All of us struggle with anxiety at one time or another. It’s easy to think that you have some unique set of genes or were the only one who has lived your wildlife. So somehow, you have a condition that no one else has ever had, or could even imagine.
You’re not that special. Well, you are special. Your problems just aren’t that unique. You are not alone. Millions struggle with anxiety in many forms. Whether it be the fear of public places, driving, crowds, meetings or public speaking.
The instinctual approach is to run away or try to block the feelings of anxiety, which only gives the fear more strength. The interesting thing about anxiety is that it really turns into the fear of the fear. It starts as a fear but then grows as you began to fear the fear. This is the vicious cycle you can learn how to break.
You fear what might happen when you’re at the line in the bank and the panic attack ensues. Or while driving, what will happen when someone cuts in front of you and you don’t have time to slow down.
What Causes Anxiety
When this uncomfortable feeling kicks in, it’s normal to want to run away. It’s our primitive fight or flight system kicking in, sending blood away from our brain into muscles and limbs to increase speed for running or agility and strength for the fight. It’s a survival mechanism designed to keep us alive when a tiger approaches.
We’re (usually) no longer in that type of life-threatening danger, but our fight or flight mechanism is still in us. Certain situations can appear new and scary, which trigger this primitive response.
If you can relate, then the following book is for you. It explains a unique approach to managing severe anxiety, panic attacks, and fear in general. As of now, it has 4.8 stars on Amazon with just over 100 reviews.
Badass Ways to End Anxiety & Stop Panic Attacks –
A counterintuitive approach to recover and regain control of your life.
It provides a handful of mental exercises to rewire the brain. Instead of developing techniques to stop panic attacks and anxiety from happening, it teaches you to accept and allow anxiety to happen.
Does this Book Help With Panic Attacks & Anxiety?
It provides a handful of mental exercises to rewire the brain. Instead of developing techniques to stop panic attacks and anxiety from happening, it teaches you to accept and allow anxiety to happen. This book arms you with approaches such as using humor, a go-for-it attitude, and extreme exaggeration to break the fear cycle.
One approach teaches you to make light of your most feared, anxiety driven scenario. Humor is the opposite of anxiety. If you are laughing, you can’t also be in the middle of a panic attack. Badass Ways to End Anxiety & Stop Panic Attacks has you picture a feared scenario that triggers anxiety.
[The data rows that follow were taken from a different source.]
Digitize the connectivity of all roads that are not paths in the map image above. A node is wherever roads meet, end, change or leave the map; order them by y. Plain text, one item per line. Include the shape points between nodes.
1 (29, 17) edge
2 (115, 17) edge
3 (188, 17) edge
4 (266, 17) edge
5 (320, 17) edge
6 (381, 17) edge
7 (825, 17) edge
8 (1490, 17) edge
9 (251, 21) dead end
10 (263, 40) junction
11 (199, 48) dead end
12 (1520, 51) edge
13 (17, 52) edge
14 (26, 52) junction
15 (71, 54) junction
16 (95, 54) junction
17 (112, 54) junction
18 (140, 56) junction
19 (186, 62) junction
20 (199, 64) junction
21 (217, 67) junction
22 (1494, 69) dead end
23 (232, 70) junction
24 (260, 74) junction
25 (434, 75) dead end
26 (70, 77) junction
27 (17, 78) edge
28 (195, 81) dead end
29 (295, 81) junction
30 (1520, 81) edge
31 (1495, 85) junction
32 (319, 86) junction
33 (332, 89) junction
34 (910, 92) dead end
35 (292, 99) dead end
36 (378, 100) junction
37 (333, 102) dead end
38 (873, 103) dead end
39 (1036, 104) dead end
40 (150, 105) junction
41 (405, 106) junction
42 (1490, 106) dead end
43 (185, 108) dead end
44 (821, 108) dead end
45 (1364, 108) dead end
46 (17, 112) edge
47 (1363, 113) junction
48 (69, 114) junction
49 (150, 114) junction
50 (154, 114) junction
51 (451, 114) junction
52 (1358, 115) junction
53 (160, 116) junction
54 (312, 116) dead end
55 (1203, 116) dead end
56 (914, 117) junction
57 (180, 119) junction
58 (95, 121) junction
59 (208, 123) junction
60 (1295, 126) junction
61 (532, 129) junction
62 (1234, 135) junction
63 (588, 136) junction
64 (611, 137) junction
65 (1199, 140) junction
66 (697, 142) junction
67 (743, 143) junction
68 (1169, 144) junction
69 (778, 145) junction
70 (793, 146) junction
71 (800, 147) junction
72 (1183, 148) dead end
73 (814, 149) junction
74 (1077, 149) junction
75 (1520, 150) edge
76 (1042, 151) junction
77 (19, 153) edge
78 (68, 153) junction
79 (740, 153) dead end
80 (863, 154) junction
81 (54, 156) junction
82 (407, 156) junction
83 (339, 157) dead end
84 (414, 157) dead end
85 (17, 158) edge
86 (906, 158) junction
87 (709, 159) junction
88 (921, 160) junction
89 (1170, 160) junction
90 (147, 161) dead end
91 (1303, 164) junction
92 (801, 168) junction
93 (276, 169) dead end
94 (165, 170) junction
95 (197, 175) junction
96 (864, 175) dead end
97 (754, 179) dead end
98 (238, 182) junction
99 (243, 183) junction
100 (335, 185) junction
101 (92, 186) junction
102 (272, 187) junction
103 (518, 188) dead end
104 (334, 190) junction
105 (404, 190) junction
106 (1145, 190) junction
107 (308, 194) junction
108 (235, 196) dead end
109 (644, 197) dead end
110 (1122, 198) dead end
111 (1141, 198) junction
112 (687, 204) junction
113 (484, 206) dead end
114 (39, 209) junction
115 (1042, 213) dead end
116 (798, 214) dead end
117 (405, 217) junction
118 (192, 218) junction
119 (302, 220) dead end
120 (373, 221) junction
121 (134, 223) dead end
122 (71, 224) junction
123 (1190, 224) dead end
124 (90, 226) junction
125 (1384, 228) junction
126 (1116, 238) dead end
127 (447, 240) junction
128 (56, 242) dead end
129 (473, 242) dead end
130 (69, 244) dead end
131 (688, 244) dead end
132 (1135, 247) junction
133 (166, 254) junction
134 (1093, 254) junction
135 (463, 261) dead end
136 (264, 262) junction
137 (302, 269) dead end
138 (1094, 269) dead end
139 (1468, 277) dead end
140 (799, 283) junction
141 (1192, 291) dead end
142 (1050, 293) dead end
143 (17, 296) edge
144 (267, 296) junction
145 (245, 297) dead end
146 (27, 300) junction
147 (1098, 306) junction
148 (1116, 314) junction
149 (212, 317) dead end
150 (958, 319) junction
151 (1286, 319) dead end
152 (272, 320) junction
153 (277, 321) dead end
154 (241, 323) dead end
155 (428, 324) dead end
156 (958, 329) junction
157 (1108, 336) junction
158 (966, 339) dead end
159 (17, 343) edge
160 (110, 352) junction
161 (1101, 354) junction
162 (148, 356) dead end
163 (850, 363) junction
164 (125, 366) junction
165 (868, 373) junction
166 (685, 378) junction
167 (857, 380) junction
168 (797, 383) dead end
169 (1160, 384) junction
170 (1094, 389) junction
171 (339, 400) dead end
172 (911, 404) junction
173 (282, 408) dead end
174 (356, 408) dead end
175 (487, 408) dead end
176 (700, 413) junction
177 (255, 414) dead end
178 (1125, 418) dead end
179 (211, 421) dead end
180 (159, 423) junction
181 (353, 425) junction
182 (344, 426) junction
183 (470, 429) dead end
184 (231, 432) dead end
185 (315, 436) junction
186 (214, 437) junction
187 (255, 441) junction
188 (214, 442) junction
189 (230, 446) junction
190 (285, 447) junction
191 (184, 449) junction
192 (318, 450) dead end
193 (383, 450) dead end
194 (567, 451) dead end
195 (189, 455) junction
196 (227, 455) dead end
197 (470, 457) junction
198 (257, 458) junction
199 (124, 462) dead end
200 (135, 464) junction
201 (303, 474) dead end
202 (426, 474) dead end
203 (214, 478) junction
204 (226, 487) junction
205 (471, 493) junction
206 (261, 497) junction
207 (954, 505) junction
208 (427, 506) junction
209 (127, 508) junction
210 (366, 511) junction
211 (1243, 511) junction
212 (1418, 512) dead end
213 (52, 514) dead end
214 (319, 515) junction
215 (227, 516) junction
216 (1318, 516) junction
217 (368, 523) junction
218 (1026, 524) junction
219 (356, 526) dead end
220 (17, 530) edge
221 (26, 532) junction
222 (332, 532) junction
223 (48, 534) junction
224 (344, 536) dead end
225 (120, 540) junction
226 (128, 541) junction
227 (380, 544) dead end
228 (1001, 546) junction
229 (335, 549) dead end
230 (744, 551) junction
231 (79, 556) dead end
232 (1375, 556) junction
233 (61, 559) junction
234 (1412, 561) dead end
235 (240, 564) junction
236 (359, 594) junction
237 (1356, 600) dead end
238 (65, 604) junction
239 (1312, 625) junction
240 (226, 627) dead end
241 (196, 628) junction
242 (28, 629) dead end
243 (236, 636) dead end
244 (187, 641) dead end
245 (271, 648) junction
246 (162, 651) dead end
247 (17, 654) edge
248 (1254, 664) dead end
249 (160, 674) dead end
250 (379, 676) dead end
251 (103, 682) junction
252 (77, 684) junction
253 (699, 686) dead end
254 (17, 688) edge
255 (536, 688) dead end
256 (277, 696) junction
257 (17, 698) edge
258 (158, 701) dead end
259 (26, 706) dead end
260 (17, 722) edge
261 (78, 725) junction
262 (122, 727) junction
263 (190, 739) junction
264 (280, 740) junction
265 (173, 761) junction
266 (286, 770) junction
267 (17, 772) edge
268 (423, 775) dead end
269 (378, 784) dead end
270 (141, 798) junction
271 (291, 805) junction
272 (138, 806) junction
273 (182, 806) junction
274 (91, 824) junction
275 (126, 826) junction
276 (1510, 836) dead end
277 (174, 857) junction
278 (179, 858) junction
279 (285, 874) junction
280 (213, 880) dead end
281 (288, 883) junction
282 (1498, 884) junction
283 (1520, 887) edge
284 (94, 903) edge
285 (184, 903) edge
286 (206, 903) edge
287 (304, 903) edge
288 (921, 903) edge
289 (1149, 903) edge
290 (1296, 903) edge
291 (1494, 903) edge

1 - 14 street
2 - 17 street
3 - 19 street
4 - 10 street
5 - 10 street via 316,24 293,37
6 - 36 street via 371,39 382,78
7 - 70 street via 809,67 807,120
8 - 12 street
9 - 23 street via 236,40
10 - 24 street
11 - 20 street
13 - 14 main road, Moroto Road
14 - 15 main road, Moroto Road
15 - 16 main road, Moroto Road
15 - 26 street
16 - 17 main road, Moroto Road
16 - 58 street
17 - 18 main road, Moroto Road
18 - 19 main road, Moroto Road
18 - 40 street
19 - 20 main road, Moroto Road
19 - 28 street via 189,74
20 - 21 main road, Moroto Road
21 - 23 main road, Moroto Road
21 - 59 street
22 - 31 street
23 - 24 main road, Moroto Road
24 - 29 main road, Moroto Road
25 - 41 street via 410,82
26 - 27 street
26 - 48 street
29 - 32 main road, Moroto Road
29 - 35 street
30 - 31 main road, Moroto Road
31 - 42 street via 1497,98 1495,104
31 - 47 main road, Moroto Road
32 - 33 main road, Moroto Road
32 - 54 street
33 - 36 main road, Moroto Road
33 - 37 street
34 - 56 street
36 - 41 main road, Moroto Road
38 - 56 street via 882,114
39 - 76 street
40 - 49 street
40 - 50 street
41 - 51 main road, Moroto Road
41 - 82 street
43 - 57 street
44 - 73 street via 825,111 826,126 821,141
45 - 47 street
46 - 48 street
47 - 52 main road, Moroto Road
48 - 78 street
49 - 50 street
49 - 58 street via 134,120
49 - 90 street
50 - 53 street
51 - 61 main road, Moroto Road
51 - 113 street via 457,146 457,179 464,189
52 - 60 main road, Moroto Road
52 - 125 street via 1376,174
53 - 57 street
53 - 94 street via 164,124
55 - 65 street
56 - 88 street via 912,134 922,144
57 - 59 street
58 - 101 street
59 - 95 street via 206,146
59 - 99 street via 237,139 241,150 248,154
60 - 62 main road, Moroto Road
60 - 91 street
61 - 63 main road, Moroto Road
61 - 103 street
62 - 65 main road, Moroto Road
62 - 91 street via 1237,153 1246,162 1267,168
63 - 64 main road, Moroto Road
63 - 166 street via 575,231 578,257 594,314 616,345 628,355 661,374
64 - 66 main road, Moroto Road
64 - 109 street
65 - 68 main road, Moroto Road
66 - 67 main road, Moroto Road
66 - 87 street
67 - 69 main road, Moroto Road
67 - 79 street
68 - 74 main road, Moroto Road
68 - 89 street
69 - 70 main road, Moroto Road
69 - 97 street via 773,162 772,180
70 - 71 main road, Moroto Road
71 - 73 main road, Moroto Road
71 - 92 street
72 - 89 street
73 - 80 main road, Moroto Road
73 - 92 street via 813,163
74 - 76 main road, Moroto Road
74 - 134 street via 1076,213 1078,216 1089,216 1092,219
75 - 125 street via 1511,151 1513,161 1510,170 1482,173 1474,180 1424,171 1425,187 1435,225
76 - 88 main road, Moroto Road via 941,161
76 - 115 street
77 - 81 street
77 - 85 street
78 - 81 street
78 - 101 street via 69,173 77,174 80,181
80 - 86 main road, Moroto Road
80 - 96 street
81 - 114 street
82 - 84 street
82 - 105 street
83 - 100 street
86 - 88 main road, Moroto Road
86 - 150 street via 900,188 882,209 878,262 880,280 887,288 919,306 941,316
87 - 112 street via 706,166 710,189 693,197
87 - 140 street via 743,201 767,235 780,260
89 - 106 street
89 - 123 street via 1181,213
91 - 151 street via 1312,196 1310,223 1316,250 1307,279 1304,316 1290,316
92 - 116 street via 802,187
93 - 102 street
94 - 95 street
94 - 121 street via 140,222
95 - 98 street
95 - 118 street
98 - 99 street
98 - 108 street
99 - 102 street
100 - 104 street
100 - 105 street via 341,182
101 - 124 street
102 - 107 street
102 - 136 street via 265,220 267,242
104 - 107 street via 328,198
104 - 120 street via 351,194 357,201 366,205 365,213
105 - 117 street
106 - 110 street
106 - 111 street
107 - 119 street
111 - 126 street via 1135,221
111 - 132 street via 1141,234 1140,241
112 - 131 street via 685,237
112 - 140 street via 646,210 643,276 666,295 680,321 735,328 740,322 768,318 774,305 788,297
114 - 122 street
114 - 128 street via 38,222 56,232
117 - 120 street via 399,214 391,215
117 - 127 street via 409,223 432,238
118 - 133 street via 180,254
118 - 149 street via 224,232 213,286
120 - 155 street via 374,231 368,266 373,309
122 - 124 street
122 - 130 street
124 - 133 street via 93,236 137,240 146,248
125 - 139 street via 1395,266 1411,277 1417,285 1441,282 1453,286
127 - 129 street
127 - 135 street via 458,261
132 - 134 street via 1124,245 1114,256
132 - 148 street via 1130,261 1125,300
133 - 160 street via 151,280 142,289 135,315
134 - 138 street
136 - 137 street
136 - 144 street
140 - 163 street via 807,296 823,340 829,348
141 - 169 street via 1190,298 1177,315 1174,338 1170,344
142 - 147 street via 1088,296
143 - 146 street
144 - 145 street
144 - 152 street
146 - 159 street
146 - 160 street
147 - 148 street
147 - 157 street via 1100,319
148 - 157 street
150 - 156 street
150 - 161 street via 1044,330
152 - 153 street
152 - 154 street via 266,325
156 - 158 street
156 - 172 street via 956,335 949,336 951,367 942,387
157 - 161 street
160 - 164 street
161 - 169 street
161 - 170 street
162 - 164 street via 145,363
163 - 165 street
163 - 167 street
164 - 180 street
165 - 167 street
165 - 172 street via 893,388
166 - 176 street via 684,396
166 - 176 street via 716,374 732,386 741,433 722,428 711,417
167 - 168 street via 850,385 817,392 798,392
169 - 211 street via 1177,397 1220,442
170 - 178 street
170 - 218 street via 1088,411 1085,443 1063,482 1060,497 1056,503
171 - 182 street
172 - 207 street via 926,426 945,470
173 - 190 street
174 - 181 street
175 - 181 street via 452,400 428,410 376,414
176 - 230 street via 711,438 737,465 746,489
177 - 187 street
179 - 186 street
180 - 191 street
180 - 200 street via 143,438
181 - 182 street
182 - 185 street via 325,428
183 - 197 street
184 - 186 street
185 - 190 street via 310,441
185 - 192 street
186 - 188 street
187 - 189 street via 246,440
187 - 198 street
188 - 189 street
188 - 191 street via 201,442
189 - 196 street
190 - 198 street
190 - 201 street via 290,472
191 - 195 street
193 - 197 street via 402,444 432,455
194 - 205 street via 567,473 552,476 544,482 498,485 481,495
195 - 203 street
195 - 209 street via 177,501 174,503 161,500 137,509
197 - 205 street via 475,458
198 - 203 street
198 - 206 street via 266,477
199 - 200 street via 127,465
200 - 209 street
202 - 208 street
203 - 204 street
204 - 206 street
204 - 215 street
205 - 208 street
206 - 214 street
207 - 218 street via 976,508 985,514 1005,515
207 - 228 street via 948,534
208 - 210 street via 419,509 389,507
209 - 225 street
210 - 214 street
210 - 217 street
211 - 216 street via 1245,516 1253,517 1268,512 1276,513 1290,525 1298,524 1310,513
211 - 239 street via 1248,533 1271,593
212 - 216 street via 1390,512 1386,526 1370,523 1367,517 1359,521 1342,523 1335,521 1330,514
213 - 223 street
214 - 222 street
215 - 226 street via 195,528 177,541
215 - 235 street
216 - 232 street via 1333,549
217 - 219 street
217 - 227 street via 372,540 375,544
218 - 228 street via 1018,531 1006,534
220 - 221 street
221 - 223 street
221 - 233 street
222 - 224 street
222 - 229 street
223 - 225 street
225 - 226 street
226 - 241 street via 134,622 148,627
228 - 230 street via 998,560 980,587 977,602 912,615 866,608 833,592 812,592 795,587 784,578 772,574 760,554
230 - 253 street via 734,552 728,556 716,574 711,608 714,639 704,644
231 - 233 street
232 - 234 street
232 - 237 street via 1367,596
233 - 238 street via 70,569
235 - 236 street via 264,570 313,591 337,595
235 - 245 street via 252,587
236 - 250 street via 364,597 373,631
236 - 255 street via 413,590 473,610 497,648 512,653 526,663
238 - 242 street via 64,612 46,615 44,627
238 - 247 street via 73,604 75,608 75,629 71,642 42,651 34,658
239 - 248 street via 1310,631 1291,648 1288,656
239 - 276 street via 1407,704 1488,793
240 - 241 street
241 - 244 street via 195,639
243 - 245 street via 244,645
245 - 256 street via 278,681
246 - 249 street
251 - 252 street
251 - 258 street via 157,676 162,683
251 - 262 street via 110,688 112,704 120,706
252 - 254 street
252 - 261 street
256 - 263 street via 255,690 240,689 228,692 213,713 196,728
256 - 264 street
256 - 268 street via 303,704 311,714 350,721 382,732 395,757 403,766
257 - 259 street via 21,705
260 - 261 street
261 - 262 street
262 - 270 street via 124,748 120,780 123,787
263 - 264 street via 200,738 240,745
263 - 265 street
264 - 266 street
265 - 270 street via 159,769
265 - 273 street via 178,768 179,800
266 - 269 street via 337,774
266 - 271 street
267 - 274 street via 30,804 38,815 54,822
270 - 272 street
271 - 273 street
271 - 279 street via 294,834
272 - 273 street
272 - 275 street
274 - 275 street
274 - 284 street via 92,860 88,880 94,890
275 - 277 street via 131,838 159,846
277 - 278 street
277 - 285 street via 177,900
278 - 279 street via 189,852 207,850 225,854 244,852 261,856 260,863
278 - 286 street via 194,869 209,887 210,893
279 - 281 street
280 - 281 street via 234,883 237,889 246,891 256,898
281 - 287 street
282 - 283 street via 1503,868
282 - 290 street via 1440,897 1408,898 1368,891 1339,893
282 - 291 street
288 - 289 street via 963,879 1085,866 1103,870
Picture this as you normally would. Your heart rate will start to elevate and all the other anxiety symptoms will kick in. Once you get to the peak of the anxiety and reach your scary moment, take it 5 steps further to an overly exaggerated comical state. This may seem counterintuitive, but it works. For example, if you fear is being in meetings you could picture the following scenario.
The turn for you to speak in the meeting approaches and the anxiety awakens. Your heart starts beating fast, your stomach tightens, throat closes, and your body starts to shake. You worry you’ll make a fool of yourself by not being able to articulate your point. Everyone will think your dumb and you’ll never get a promotion. You want to escape by running out of the room to avoid this scary situation.
This is the fight-or-flight instinct kicking in. The brain thinks you are in danger, but you aren’t. There isn’t a lion or a tiger hiding in the other conference room waiting to pounce on you. But the amygdala, the part of the brain responsible for anxiety, thinks it’s go-time. This part of the brain can increase in size and become more active, the more you use it. As fear of the fear cycle continues, it trains the amygdala that this is a scenario that requires a fight or flight.
But it’s wrong, we need to help it understand that.
This is where the humor and/or exaggeration comes in. Again picture the same scenario in the meeting that triggers the anxious thoughts. This time, take the imagination to the next level. Once your heart starts to beat fast, try picturing it beating so fast it thumps in and out of your chest like you’d see in a cartoon. Maybe it stretches so far it starts bumping the person across from you in the face. Then it keeps going any punches holes in the walls and breaks a window. Everyone runs away screaming. That’s kinda funny.
Don’t worry if you fear isn’t related to meetings or speaking. This process works, no matter what form of anxiety you have.
Thinking this way will feel counterintuitive at first, but it’s what your brain needs to break the cycle of fearing the fear. Start this exercise when you’re in a place where you feel safe and run through the thought experiment a few times. It will take practice but each time you go through the comical scenario, you’ll notice the anxiety symptoms lighten.
Once you have the thought exercise down, try it in the next real-world situation. Again, you aren’t trying to prevent the anxiety feeling from happening. Instead, you accept it’s presence and take control by shifting your thoughts to the exaggerated scenario.